Wednesday, May 09, 2007

Reading

I have never read Sun Tzu's The Art of War all the way through. I've read explanations of the concepts, and I've read interpretations, but I've never read the whole thing. I suspect that a fairly decent college or adult-ed could be put together based on an examination and amplification of the concepts in that thin book. Whats ironic to me is that insofar as the book speaks tightly about situations and how to handle them, through recognition of the situation as belonging to a certain archetype, its exactly the kind of book I like -- short and sweet, with a tight focus on the essentials. But I've never read it.

Similarly, I've never read Machiavelli's The Prince, and my chagrin about that is about equal to not having read TAOW. I can, however, say that I intend to, as when I was at the bookstore last week, and picked up a couple of cut-price science fiction collections, I saw a whole slew of The Prince reprints in thin binding, and I picked one up. Once I get through the first scifi novel, I intend to read that.

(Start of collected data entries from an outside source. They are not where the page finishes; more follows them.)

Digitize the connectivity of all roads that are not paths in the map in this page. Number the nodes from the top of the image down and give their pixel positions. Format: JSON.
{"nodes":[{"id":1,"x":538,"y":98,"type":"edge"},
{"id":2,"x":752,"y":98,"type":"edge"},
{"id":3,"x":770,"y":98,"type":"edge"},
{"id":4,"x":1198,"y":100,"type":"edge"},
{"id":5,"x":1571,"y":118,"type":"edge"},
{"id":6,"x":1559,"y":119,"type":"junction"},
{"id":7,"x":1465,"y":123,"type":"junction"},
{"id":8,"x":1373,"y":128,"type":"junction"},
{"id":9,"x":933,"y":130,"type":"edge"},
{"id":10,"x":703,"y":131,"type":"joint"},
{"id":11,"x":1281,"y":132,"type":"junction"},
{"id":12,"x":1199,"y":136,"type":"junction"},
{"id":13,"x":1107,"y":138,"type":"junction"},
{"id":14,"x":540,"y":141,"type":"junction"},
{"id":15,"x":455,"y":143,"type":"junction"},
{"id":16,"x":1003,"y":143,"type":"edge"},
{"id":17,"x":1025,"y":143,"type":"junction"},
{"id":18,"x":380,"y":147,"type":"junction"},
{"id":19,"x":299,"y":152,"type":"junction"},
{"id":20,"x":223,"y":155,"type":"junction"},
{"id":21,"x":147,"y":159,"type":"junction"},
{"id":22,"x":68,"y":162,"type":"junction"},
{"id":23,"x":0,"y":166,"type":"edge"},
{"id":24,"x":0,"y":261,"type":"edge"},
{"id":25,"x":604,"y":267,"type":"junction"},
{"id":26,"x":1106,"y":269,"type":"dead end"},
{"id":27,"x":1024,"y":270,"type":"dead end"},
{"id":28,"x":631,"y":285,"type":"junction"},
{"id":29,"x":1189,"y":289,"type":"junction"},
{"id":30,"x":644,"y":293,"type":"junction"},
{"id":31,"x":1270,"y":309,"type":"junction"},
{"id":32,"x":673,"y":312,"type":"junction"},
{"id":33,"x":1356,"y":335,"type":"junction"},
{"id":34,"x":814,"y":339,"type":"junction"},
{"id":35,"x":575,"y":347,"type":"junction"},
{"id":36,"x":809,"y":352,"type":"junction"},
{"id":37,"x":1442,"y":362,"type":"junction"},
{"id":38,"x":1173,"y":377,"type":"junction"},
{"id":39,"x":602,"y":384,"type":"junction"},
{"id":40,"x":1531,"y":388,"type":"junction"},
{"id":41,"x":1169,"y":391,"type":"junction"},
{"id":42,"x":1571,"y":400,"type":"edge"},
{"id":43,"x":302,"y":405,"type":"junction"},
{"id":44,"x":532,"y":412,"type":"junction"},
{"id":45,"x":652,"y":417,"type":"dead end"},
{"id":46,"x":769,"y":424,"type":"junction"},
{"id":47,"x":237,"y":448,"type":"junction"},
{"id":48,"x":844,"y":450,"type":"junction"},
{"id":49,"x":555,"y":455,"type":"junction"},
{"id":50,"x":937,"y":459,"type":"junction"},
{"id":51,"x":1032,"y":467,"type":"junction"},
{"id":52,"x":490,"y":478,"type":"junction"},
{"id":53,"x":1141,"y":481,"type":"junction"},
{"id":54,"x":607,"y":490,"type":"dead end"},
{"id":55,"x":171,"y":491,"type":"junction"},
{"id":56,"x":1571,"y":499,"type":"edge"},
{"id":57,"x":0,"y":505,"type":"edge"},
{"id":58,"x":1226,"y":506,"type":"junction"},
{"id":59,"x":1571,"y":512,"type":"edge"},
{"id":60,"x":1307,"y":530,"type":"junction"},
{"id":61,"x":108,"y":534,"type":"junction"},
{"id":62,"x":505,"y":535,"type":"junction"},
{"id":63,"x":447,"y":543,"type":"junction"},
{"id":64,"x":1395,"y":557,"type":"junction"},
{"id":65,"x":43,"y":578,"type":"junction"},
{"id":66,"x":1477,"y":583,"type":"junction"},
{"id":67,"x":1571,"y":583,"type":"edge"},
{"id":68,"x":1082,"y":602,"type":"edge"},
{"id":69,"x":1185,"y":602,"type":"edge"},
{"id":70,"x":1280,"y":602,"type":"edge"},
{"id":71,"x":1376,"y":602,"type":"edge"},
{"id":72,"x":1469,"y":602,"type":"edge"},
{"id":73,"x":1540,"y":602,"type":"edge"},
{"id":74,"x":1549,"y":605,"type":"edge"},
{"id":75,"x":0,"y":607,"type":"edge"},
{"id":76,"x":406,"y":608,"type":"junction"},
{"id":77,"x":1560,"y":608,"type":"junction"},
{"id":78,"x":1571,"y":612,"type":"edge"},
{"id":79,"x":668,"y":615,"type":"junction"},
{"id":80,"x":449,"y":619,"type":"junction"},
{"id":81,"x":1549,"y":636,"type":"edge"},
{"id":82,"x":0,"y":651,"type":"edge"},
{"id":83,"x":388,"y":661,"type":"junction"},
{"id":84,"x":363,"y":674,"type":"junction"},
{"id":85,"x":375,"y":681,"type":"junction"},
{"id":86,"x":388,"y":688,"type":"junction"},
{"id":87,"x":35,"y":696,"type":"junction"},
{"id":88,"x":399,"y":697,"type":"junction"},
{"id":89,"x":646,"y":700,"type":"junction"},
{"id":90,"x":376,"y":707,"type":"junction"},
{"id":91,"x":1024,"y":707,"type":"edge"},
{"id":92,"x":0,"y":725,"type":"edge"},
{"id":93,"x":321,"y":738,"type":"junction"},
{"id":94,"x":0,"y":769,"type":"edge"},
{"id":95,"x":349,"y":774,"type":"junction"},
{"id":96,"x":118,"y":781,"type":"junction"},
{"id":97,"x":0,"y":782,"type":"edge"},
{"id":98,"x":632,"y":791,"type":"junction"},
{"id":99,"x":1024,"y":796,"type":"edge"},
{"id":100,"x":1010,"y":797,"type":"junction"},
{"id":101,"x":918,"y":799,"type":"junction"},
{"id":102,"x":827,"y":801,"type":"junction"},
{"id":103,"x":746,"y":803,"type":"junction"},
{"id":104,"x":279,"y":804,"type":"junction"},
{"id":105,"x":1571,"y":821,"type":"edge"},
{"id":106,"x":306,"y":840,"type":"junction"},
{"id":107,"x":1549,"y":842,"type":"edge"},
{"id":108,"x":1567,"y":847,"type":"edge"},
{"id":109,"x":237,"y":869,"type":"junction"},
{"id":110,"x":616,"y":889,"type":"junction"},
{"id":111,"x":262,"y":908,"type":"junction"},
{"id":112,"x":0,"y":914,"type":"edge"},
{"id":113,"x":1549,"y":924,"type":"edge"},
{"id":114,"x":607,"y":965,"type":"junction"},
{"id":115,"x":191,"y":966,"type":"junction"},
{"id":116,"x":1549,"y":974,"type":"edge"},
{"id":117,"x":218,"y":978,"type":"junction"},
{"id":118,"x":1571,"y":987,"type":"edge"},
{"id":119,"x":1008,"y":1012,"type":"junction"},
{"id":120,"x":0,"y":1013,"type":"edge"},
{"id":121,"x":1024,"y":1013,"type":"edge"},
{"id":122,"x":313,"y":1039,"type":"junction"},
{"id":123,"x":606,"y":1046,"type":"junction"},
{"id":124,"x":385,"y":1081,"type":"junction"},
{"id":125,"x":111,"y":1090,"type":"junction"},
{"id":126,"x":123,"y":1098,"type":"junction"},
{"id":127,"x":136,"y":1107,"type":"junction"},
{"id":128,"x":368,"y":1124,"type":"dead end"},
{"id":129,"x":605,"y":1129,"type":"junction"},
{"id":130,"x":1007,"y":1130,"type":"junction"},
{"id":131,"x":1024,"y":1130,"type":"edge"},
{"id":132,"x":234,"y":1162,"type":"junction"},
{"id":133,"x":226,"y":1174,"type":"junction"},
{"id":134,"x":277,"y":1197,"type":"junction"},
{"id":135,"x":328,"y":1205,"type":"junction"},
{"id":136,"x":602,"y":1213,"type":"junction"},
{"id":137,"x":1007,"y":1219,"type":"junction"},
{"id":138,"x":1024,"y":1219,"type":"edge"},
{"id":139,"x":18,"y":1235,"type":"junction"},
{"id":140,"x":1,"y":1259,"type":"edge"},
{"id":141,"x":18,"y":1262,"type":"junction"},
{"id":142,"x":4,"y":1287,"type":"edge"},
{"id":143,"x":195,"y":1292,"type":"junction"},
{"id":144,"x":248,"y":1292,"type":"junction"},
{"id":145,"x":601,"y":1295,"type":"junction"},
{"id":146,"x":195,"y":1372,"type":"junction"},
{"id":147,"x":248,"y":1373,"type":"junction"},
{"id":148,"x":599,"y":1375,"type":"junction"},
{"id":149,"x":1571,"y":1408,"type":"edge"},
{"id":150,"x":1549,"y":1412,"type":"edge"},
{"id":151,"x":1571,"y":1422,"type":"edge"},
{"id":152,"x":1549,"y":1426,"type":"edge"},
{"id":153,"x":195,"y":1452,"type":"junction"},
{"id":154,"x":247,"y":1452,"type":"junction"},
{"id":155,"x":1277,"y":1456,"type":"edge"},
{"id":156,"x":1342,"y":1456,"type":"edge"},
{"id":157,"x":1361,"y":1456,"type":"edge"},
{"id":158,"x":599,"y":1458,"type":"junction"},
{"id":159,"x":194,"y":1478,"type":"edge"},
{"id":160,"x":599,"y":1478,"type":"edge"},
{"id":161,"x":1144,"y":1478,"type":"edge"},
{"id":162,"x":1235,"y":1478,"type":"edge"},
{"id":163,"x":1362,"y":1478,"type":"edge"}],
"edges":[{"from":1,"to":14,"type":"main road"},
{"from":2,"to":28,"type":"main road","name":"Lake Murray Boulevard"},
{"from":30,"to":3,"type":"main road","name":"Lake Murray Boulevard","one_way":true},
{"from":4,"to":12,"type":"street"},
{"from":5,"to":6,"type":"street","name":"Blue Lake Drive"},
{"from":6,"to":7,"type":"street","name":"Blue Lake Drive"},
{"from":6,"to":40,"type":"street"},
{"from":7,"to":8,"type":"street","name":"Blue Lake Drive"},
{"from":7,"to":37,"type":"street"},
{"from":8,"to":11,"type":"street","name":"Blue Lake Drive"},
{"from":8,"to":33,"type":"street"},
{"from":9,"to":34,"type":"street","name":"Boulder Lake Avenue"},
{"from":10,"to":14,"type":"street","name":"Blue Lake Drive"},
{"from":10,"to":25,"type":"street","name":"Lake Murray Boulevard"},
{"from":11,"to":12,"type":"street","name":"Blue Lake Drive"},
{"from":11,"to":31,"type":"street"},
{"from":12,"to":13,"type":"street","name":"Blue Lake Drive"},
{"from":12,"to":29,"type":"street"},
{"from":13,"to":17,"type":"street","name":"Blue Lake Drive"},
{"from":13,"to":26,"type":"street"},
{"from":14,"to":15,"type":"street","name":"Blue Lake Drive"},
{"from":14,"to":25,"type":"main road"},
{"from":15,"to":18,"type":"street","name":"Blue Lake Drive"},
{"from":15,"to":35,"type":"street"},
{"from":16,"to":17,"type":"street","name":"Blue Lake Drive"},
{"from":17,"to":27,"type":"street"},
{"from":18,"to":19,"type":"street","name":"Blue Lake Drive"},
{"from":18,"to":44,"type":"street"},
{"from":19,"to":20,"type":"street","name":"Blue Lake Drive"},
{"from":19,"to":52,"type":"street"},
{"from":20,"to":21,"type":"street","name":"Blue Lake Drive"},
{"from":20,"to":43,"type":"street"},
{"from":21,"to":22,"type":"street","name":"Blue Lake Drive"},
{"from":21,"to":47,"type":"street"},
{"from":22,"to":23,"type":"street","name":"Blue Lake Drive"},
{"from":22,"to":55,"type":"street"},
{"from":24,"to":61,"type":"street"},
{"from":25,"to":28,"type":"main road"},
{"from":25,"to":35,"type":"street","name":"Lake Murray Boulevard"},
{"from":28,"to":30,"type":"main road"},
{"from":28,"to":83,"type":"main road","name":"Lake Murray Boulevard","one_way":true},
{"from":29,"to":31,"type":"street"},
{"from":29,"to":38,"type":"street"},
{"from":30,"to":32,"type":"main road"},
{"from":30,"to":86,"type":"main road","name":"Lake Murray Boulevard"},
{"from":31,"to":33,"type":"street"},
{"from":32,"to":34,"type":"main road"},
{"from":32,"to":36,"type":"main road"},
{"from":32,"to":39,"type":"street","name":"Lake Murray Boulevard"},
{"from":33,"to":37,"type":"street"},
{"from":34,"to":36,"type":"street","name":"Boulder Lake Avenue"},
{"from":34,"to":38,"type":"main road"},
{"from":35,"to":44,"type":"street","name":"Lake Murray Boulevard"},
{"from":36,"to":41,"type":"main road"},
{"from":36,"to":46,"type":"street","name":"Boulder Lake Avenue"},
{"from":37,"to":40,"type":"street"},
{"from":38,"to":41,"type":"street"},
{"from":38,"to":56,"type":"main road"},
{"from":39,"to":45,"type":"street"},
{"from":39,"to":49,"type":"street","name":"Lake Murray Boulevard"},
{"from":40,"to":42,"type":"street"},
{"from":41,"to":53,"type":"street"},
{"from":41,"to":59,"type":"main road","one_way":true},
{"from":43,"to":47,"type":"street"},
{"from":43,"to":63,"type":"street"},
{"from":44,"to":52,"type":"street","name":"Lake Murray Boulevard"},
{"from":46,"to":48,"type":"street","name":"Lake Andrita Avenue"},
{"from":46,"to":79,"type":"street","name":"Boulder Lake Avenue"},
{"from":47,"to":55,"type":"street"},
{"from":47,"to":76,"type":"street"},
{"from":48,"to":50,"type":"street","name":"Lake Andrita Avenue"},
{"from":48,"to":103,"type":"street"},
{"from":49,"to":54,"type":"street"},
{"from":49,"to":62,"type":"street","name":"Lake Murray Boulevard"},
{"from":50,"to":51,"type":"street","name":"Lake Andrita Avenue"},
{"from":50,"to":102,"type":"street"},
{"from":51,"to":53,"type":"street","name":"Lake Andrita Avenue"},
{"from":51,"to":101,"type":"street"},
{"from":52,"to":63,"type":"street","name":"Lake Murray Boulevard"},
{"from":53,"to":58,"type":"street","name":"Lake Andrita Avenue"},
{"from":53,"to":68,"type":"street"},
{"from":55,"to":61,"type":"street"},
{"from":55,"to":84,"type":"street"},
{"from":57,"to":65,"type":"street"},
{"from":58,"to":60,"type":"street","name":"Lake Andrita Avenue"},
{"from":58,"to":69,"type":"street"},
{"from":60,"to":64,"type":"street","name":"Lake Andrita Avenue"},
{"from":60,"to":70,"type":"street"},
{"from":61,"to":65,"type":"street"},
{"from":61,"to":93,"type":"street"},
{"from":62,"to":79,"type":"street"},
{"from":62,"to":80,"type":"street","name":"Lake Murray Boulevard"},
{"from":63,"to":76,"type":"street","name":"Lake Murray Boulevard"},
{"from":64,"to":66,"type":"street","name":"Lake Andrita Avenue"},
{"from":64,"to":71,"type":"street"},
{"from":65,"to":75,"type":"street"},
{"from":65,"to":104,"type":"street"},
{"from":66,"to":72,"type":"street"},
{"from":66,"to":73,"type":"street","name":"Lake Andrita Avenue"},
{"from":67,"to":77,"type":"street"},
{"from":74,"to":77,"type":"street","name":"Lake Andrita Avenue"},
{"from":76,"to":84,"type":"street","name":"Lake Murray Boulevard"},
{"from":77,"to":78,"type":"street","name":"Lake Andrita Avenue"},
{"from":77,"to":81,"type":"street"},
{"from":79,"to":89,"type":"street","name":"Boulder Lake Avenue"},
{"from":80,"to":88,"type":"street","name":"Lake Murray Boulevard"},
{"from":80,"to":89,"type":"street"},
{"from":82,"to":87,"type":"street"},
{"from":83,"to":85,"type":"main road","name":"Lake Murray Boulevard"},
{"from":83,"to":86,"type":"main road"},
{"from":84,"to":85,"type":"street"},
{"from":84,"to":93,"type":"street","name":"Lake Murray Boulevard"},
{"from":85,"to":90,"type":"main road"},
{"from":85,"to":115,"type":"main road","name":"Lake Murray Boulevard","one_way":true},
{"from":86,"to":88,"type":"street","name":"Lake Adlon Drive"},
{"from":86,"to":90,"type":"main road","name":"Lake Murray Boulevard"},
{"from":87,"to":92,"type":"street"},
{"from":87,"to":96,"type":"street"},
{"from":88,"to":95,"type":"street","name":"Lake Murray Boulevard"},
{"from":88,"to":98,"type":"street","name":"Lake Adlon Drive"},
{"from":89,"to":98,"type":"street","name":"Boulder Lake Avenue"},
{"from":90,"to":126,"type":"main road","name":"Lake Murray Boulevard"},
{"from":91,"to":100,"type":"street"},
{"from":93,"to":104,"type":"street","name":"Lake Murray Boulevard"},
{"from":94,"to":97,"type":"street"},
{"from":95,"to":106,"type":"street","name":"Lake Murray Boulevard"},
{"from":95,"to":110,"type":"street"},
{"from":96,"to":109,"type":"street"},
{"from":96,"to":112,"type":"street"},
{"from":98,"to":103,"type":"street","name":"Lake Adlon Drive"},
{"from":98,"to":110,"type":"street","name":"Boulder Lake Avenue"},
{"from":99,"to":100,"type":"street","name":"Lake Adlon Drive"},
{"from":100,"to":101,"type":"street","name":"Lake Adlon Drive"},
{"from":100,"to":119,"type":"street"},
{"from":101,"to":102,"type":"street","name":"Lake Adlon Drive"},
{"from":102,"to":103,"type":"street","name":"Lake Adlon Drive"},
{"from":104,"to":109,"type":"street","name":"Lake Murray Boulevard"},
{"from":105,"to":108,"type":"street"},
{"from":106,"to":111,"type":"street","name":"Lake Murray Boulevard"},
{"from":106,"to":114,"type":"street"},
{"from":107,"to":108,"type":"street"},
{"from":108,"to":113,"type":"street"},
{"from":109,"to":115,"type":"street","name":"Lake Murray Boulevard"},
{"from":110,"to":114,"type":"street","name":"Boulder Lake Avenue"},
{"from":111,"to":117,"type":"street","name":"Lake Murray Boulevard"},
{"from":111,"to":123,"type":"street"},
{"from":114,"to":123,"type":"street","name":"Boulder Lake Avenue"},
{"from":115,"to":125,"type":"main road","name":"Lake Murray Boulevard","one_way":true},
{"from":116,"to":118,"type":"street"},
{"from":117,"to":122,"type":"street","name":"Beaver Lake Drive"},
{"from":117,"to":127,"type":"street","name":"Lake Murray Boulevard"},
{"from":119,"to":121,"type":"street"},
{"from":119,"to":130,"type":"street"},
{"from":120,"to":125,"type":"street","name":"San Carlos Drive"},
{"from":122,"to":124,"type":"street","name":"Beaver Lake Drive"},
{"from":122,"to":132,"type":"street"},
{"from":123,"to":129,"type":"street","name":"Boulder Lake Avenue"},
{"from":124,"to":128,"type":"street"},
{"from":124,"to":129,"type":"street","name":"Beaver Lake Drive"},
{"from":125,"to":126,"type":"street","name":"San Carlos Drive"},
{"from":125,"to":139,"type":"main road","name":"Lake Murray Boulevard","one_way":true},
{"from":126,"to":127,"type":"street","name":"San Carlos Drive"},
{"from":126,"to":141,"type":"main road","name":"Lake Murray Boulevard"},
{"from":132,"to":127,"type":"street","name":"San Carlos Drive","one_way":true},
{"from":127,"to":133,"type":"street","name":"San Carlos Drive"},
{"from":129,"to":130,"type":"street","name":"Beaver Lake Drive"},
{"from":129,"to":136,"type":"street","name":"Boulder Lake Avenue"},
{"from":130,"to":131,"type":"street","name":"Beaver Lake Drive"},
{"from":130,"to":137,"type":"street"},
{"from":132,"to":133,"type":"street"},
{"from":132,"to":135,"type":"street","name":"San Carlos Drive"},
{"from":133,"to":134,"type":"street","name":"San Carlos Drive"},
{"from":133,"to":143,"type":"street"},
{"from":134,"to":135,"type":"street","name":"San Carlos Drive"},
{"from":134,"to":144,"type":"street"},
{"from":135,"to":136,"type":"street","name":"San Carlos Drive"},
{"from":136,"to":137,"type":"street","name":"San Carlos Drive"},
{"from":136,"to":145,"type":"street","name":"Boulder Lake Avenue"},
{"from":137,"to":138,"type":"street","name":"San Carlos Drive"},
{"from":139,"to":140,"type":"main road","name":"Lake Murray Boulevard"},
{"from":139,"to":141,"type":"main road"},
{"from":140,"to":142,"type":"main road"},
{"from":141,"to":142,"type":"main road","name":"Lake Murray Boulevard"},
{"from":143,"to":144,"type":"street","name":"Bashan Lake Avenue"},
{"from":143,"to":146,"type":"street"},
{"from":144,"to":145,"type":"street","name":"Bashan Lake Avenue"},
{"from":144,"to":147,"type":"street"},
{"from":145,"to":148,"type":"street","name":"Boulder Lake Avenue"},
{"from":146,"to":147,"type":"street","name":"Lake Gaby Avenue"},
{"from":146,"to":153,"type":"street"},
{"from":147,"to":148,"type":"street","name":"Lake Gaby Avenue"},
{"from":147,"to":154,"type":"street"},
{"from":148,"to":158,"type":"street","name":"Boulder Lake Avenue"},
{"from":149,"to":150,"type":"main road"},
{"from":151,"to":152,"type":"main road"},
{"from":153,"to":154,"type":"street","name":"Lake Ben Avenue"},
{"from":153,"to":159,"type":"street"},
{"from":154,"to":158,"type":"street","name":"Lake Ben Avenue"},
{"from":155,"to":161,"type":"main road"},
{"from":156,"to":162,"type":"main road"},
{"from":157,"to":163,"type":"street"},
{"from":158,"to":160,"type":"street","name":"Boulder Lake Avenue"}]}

What brings this all to mind is a review I read of a book called The Four Hour Workweek, which apparently (I haven't read it) makes the point that much of what makes life delightful is in fact achievable if you're willing to give it some serious thought -- not as part of a 'oh wouldn't it be nice if we could do that some day' daydream, such as we all have, but a serious 'damn, but I'd like to fly in a glider -- how could I make that happen?' Its much the same message as The Number gave -- happiness doesn't necessarily require a lot of money; sometimes yes, but sometimes no -- you just have to think about it, and focus on it.

Which reminds me: that guy hasn't given me The Number back yet, that I loaned him. Have to talk to him -- I want to reread part of it.